On Jun 11, 2013, at 4:12 PM, Gary Wallis <wgg1...@gmail.com> wrote:
> DNS experts:
> 
> What really happens in the real world when 1 out of three authoritative NSs 
> are down for 30 minutes due to a datacenter outage?
> 
> For example, we have 3 NSs:
> 
> ns1.someisp.net 12.23.34.45
> ns2.someisp.net 23.34.45.56
> ns3.someisp.net 34.45.56.67
> 
> All in different datacenters.
> All are authoritative for a given zone.

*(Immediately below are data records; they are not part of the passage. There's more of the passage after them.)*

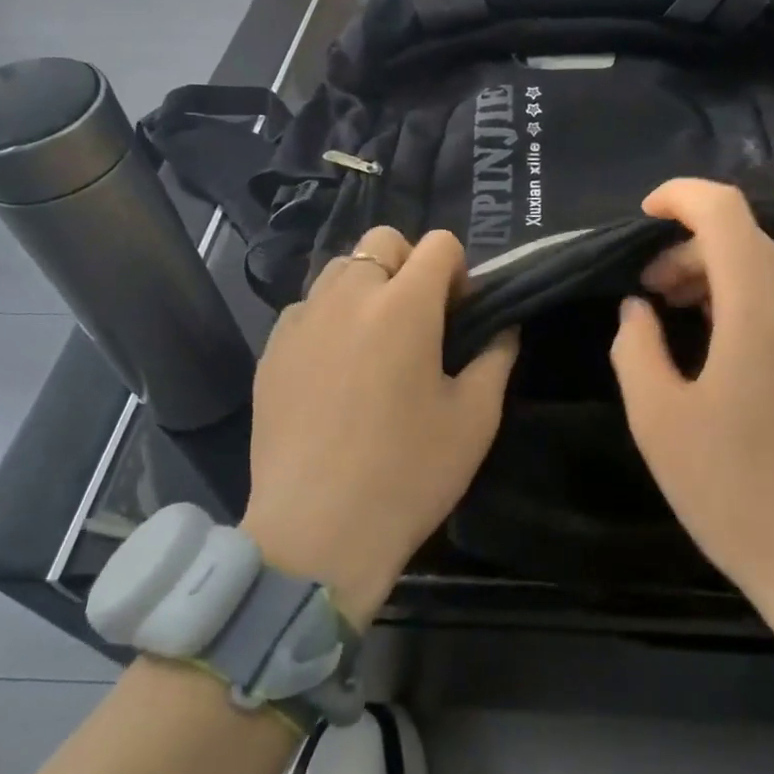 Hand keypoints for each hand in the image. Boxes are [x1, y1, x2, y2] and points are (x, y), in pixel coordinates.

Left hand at [240, 226, 517, 624]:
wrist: (316, 534)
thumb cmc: (408, 473)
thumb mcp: (474, 418)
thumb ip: (496, 357)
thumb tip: (502, 328)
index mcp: (404, 306)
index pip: (438, 244)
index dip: (458, 270)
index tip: (460, 313)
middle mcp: (348, 297)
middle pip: (382, 240)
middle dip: (409, 264)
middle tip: (420, 320)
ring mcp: (301, 321)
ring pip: (339, 269)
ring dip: (367, 286)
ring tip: (375, 341)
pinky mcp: (271, 351)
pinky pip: (306, 308)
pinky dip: (329, 318)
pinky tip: (335, 370)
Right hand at [609, 181, 773, 634]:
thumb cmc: (735, 491)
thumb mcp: (658, 420)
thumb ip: (635, 346)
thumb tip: (639, 308)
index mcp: (760, 306)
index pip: (724, 210)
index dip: (679, 197)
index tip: (642, 218)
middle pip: (744, 238)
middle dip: (687, 248)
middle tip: (647, 292)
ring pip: (767, 268)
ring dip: (715, 274)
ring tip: (675, 314)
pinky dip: (745, 299)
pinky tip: (719, 342) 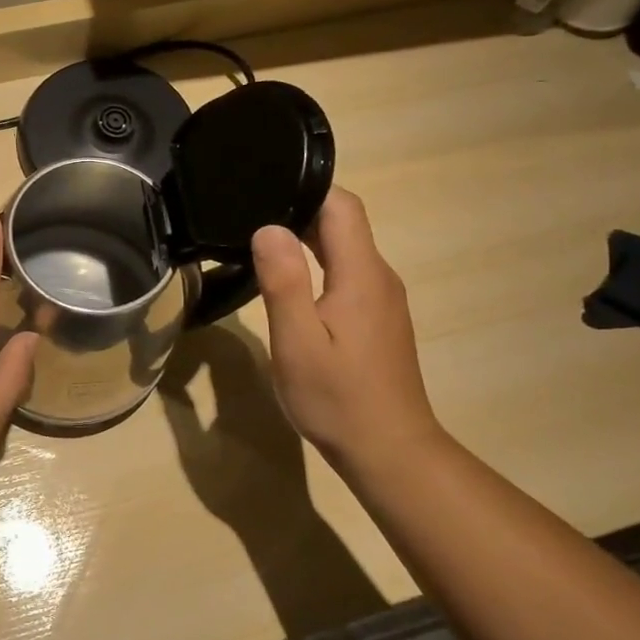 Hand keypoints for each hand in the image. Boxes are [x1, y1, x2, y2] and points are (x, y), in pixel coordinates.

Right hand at [251, 187, 447, 476]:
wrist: (390, 450)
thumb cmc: (338, 397)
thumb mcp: (297, 341)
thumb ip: (283, 281)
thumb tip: (268, 227)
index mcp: (361, 274)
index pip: (342, 206)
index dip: (306, 189)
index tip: (263, 190)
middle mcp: (379, 277)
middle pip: (345, 224)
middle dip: (301, 212)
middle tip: (249, 218)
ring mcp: (384, 299)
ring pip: (348, 250)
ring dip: (309, 240)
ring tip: (262, 246)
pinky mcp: (380, 319)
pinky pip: (350, 274)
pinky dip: (321, 266)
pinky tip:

> All have the same zone data and SOA serial number for the zone.
> 
> Where the datacenter handling ns3 broke routing (mistake in new router 
> configuration) for 34.45.56.0/24 and ns3 is no longer reachable.
> 
> I think I have a grasp on the basic theory here, but in practice, the 
> unreachable ns3 nameserver creates problems for a small group of customers 
> trying to reach web sites with zones hosted by these three authoritative NSs.
> 
> Will round robin glue NS records help?
> 
> Can quick or automated changes at the registrar of the NS3 IP help? For 
> example to change to a hot spare in some other datacenter? In this case would 
> the running NSs have to have the changed NS A record also match?
> 
> Any comments and best practice solution info very welcome.

You might consider using anycast to route around the problem.

In practice, though, your best bet is to find out why that small group of 
customers are having problems. Are they querying the servers directly?